Friday, July 3, 2015

How To Silence Your Inner Critic

Are you eating as a way of escaping a loud inner voice?  Do you tell yourself things like:

You're not good enough
You don't deserve to be happy
You're such a loser

Or worse?

Food can momentarily take you away from that internal critic, the part that attacks your spirit and stop you from living your best life.

(Hint:  a quick way of identifying your inner critic is to catch when you talk to yourself in second person "You're a loser" rather than, "I'm a loser")
Here's how to silence that mean voice: 

Imagine a mental courtroom.   You're well-acquainted with your internal prosecutor/ critic.  Now, cultivate an internal defense attorney.   

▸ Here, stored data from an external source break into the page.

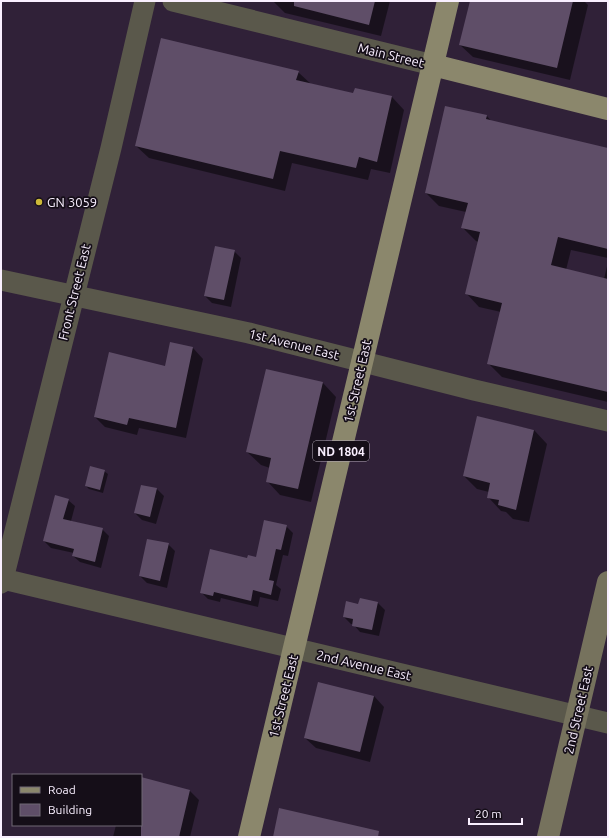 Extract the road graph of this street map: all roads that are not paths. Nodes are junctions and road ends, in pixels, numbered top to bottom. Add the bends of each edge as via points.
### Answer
1 (145, 1) edge
2 (173, 1) edge
3 (448, 1) edge
4 (432, 65) junction
5 (608, 109) edge
6 (1, 280) edge
7 (74, 295) junction
8 (362, 361) junction
9 (608, 421) edge
10 (2, 581) edge
11 (608, 582) edge
12 (294, 648) junction
13 (577, 715) junction
14 (608, 723) edge
15 (249, 837) edge
16 (548, 837) edge

1 - 7 street, Front Street East
2 - 4 street, Main Street
3 - 4 main road, 1st Street East
4 - 5 main road, Main Street
4 - 8 main road, 1st Street East / ND 1804
6 - 7 street, 1st Avenue East
7 - 8 street, 1st Avenue East via 249,333
7 - 10 street, Front Street East
8 - 9 street, 1st Avenue East
8 - 12 main road, 1st Street East / ND 1804
10 - 12 street, 2nd Avenue East
11 - 13 street, 2nd Street East
12 - 13 street, 2nd Avenue East
12 - 15 main road, 1st Street East / ND 1804
13 - 14 street, 2nd Avenue East
13 - 16 street, 2nd Street East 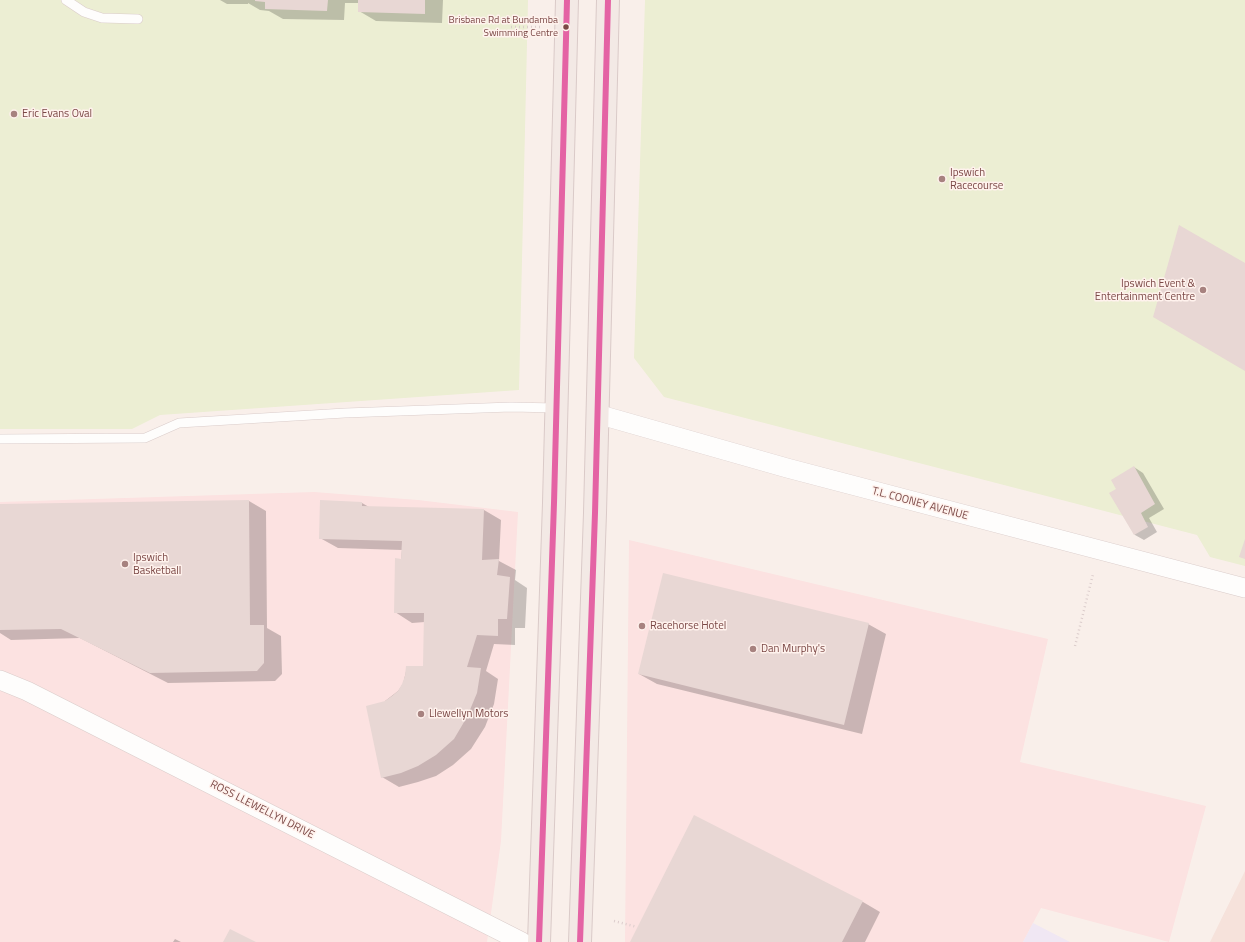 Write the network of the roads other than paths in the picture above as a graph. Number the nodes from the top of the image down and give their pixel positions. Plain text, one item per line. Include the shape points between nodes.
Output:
1 (66, 0) edge
2 (566, 0) edge
3 (608, 0) edge
4 (138, 19) dead end
5 (556, 408) junction
6 (597, 414) junction
7 (0, 439) edge
8 (1245, 588) edge
9 (0, 680) edge
10 (522, 942) edge
11 (539, 942) edge
12 (580, 942) edge

1 - 4 lane via 84,12 102,18
2 - 5 main road
3 - 6 main road
5 - 7 lane via 511,407 345,413 179,423 145,438
5 - 11 main road
6 - 8 street, T.L. COONEY AVENUE via 787,468
6 - 12 main road
9 - 10 street, ROSS LLEWELLYN DRIVE via 27,691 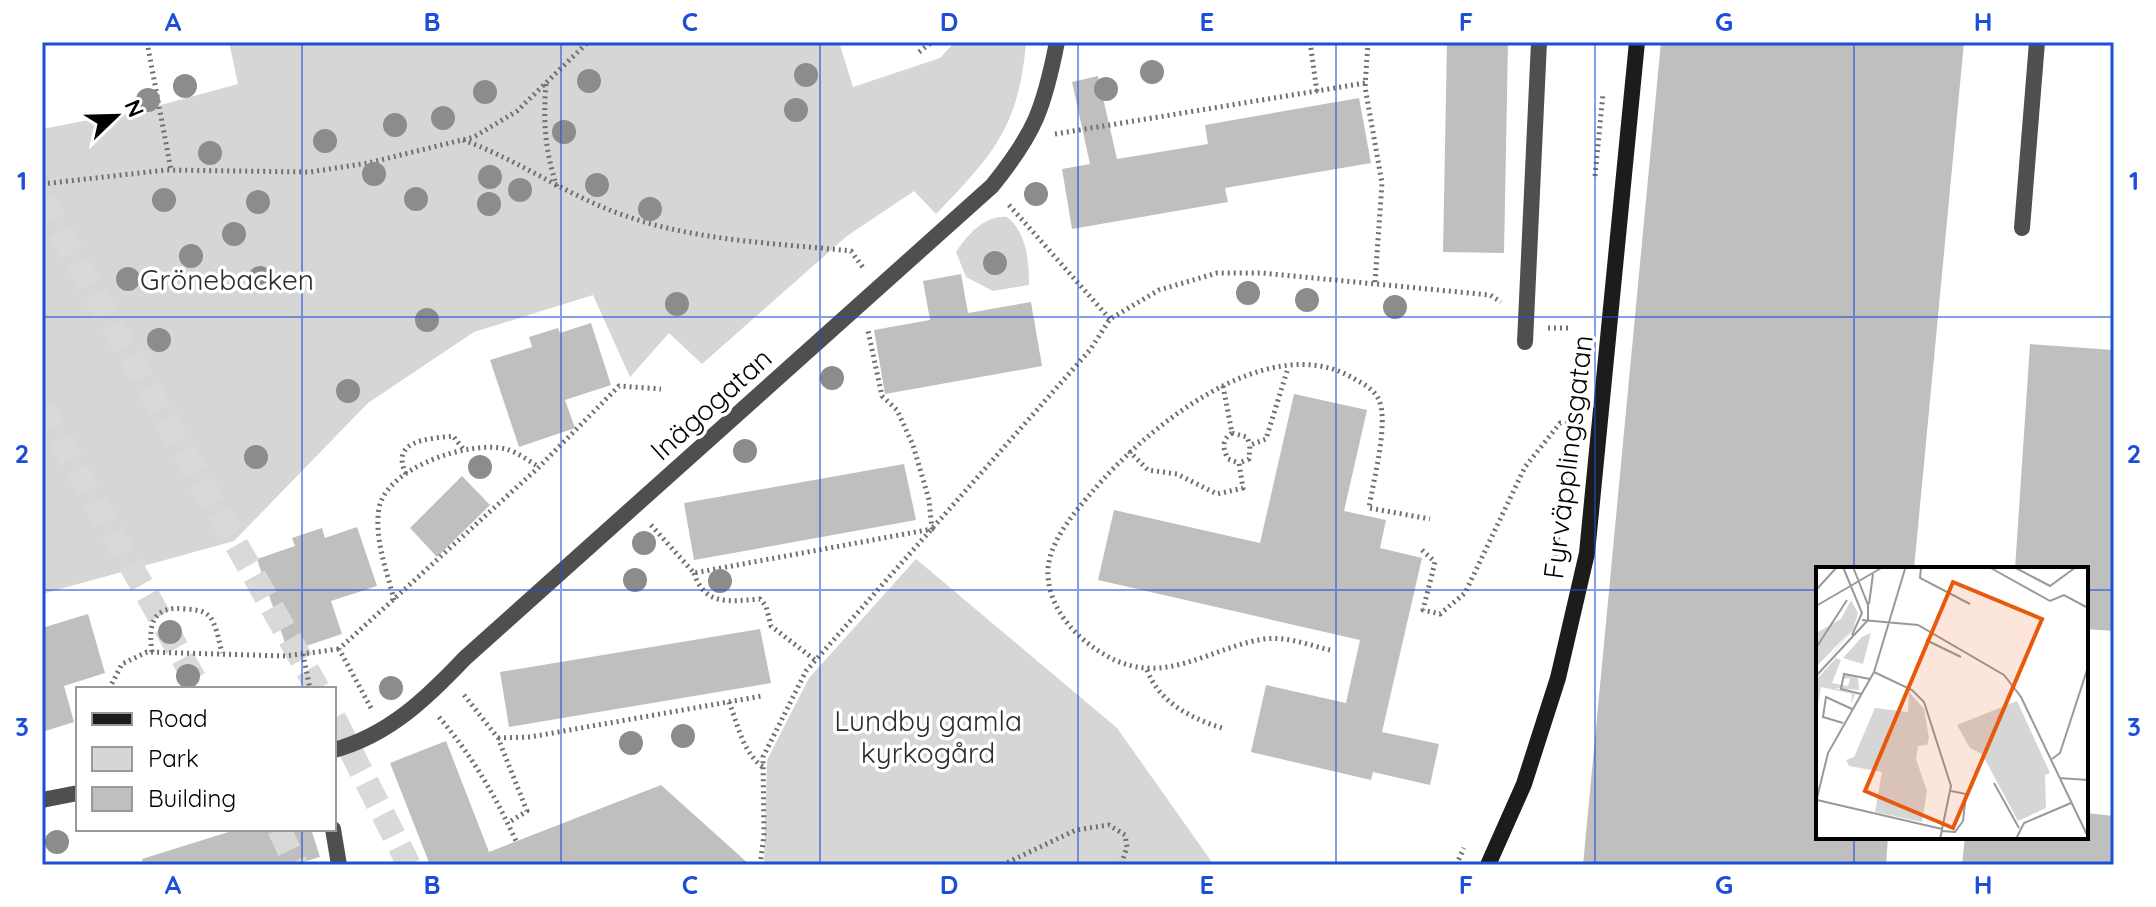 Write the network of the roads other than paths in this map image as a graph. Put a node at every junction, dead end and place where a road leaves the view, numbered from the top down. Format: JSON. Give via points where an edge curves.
{"nodes":[{"id":1,"x":1057,"y":42,"type":"edge"},
{"id":2,"x":1539,"y":42,"type":"edge"},
{"id":3,"x":1637,"y":42,"type":"edge"},
{"id":4,"x":2037,"y":42,"type":"edge"},
{"id":5,"x":2022,"y":228,"type":"dead end"},
{"id":6,"x":1525,"y":342,"type":"dead end"},
{"id":7,"x":336,"y":749,"type":"edge"},
{"id":8,"x":76,"y":793,"type":"edge"},
{"id":9,"x":42,"y":800,"type":"edge"},
{"id":10,"x":333,"y":831,"type":"edge"},
{"id":11,"x":339,"y":865,"type":"edge"},
{"id":12,"x":1488,"y":865,"type":"edge"}],
"edges":[{"from":1,"to":7,"type":"street","name":"Inägogatan","via":[[1035,128],[992,186],[465,658],[425,700],[363,741]]},
{"from":2,"to":6,"type":"street"},
{"from":3,"to":12,"type":"street","name":"Fyrväpplingsgatan","via":[[1587,553],[1558,678],[1524,784]]},
{"from":4,"to":5,"type":"street"},
{"from":8,"to":9,"type":"street"},
{"from":10,"to":11,"type":"street"}]}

When the prosecutor says you're not good enough, OBJECT.  Then, take the floor and demand evidence for these accusations.   Remember, a judge will tell you:

Feelings are not facts.

Feelings are not admissible as evidence.  If you "feel" like there's something wrong with you, challenge that notion.  If you "feel" like you should be in a different place in your life, challenge that, too.  Give your defense attorney an equal opportunity to be heard.

When the internal prosecutor accuses you of not being good enough, don't accept it as the truth.

Demand that the prosecutor define "good enough" (by the way, that is subjective and NOT a number on the scale).

What criteria form the basis of this accusation?  Is it your weight?  What else?

Present alternative evidence to the court

Think about how you actually live your life.  If you're reading this, there is likely a part of you that is proactive, hopeful and willing to consider new perspectives.  If you have tried and failed many diets, you're not a failure - you're really tenacious.

When you weigh the evidence and judge for yourself, chances are you'll come to a different conclusion than if you only look at yourself from the eyes of a prosecutor.

Stop punishing yourself for crimes you haven't committed.  

Liberate yourself from that inner prosecutor and feel better about yourself, so you won't use food for comfort or distraction or restrict food to give yourself a sense of wellbeing.